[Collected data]
· · · · ·
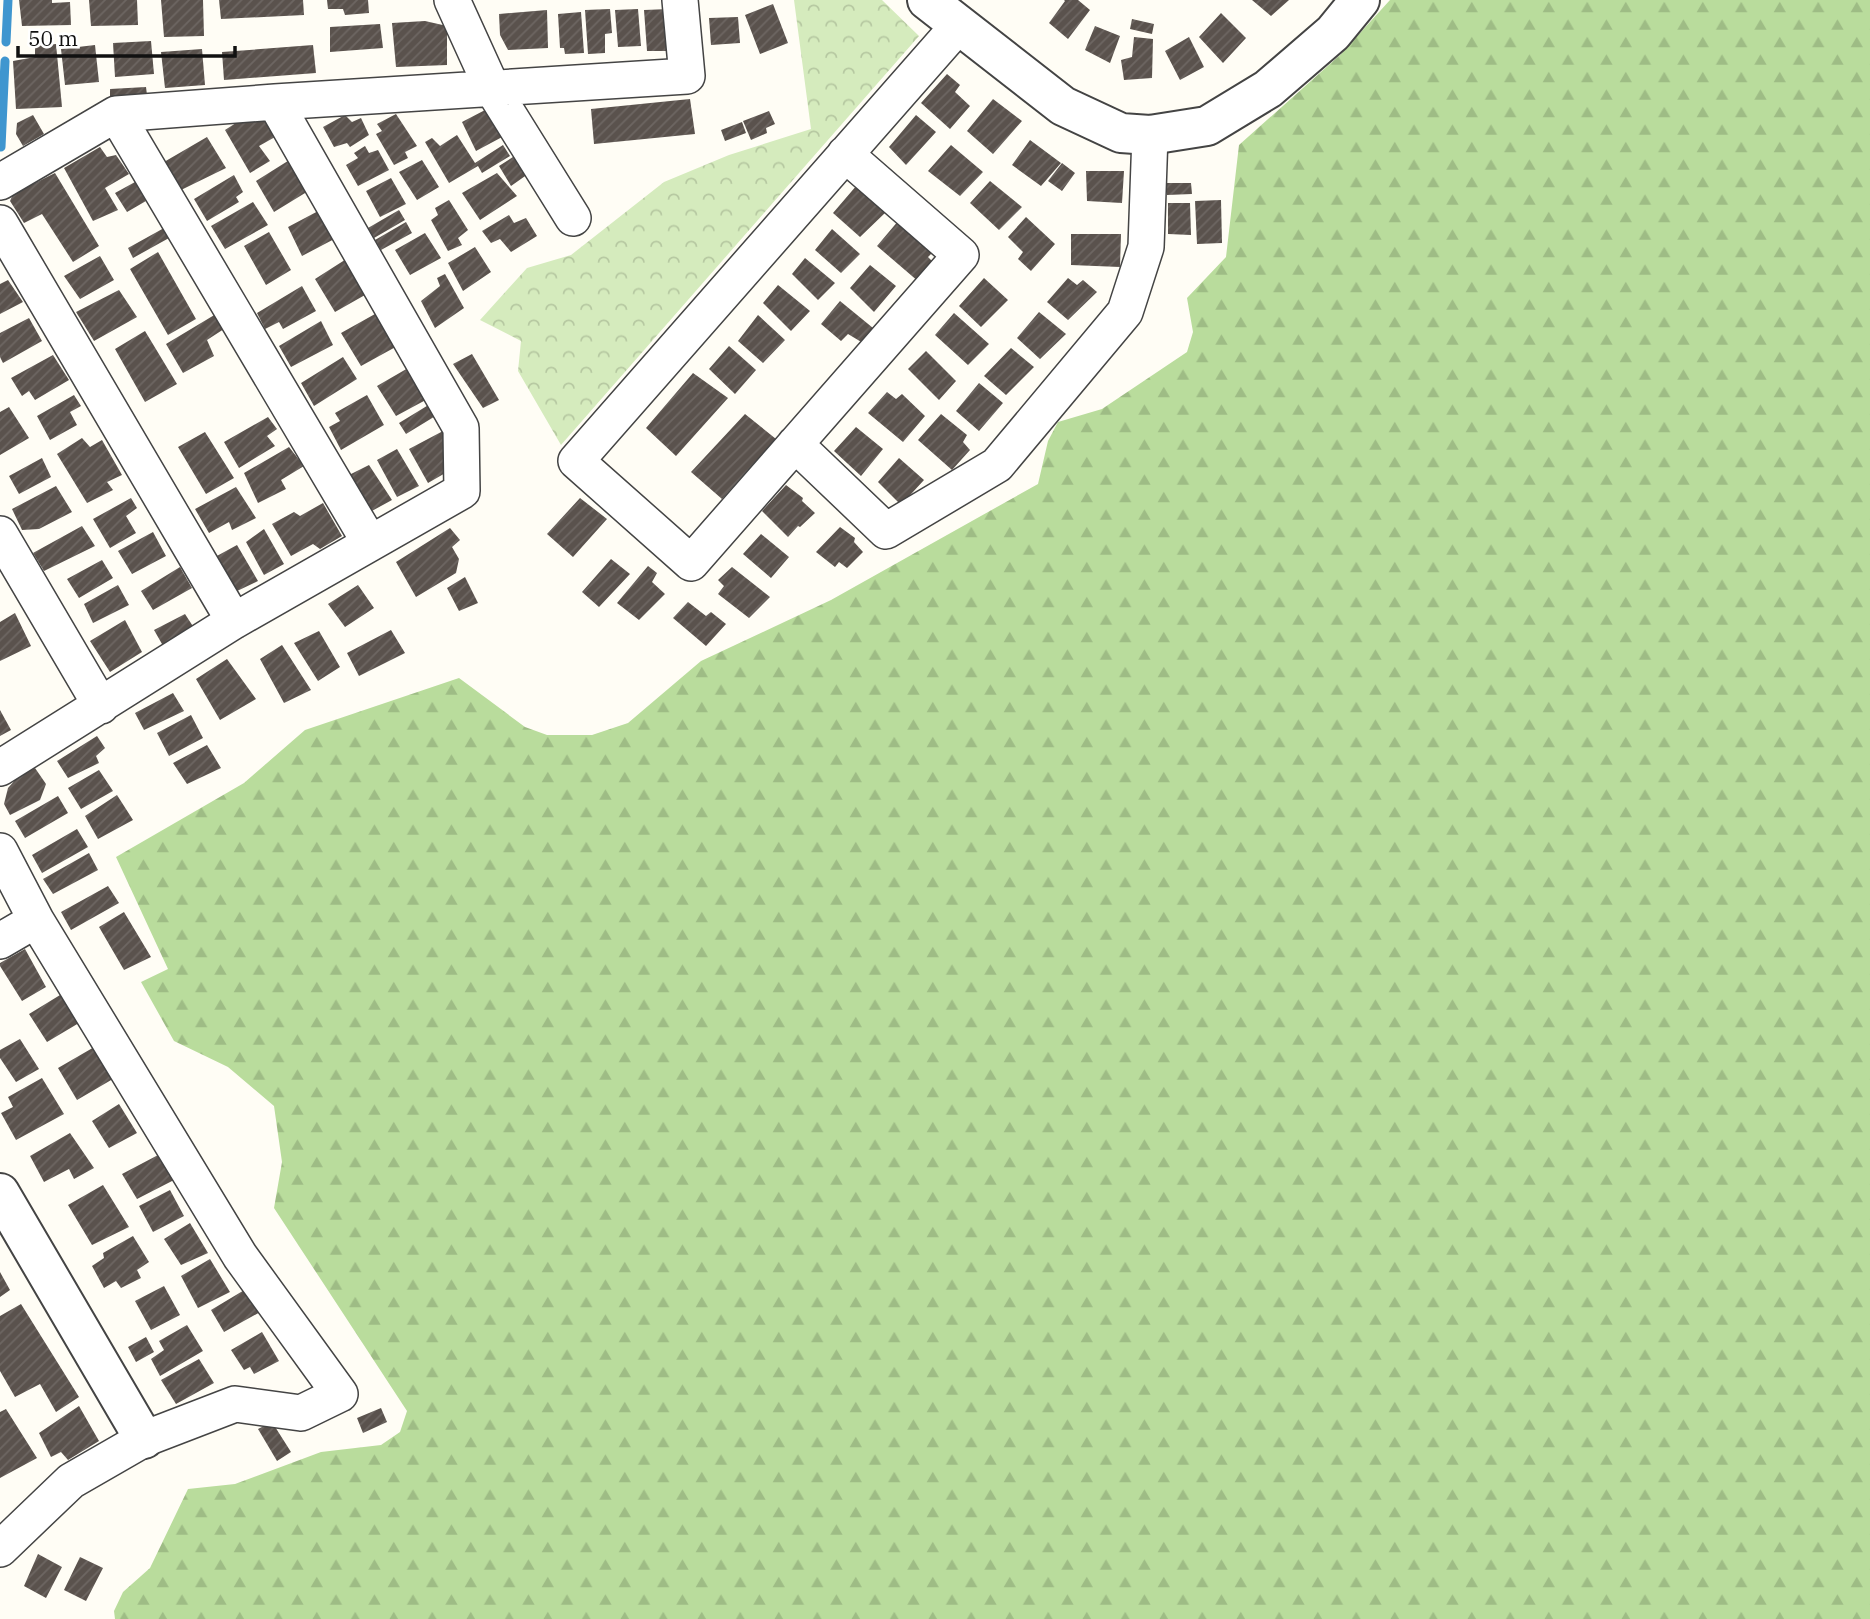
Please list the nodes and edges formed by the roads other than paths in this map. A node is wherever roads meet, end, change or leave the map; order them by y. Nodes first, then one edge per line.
1 (452, 0) edge
2 (681, 0) edge
3 (927, 0) edge
4 (1360, 0) edge
5 (959, 25) junction
6 (492, 88) junction
7 (275, 102) junction
8 (116, 114) junction
9 (1150, 135) junction
10 (845, 154) junction
11 (0, 182) edge
12 (573, 218) dead end
13 (0, 223) edge
14 (795, 444) junction
15 (0, 534) edge
16 (370, 543) junction
17 (234, 621) junction
18 (102, 706) junction
19 (0, 768) edge
20 (0, 850) edge
21 (36, 920) junction
22 (0, 941) edge
23 (0, 1193) edge
24 (144, 1439) junction
25 (1, 1546) edge

1 - 6 street
2 - 6 street
3 - 5 street
4 - 9 street
5 - 9 street
5 - 10 street
6 - 7 street
6 - 12 street
7 - 8 street
7 - 16 street
8 - 11 street
8 - 16 street
9 - 14 street
10 - 14 street
10 - 14 street
13 - 17 street
15 - 18 street
16 - 17 street
17 - 18 street
18 - 19 street
20 - 21 street
21 - 22 street
21 - 24 street
23 - 24 street
24 - 25 street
· · · · ·
Every line of the data above should be returned exactly, with the pictures removed.

**Result for this exercise**.
Please list the nodes and edges formed by the roads other than paths in this map. A node is wherever roads meet, end, change or leave the map; order them by y. Nodes first, then one edge per line.
1 (452, 0) edge
2 (681, 0) edge
3 (927, 0) edge
4 (1360, 0) edge
5 (959, 25) junction
6 (492, 88) junction
7 (275, 102) junction
8 (116, 114) junction
9 (1150, 135) junction
10 (845, 154) junction
11 (0, 182) edge
12 (573, 218) dead end
13 (0, 223) edge
14 (795, 444) junction
15 (0, 534) edge
16 (370, 543) junction
17 (234, 621) junction
18 (102, 706) junction
19 (0, 768) edge
20 (0, 850) edge
21 (36, 920) junction
22 (0, 941) edge
23 (0, 1193) edge
24 (144, 1439) junction
25 (1, 1546) edge

1 - 6 street
2 - 6 street
3 - 5 street
4 - 9 street
5 - 9 street
5 - 10 street
6 - 7 street
6 - 12 street
7 - 8 street
7 - 16 street
8 - 11 street
8 - 16 street
9 - 14 street
10 - 14 street
10 - 14 street
13 - 17 street
15 - 18 street
16 - 17 street
17 - 18 street
18 - 19 street
20 - 21 street
21 - 22 street
21 - 24 street
23 - 24 street
24 - 25 street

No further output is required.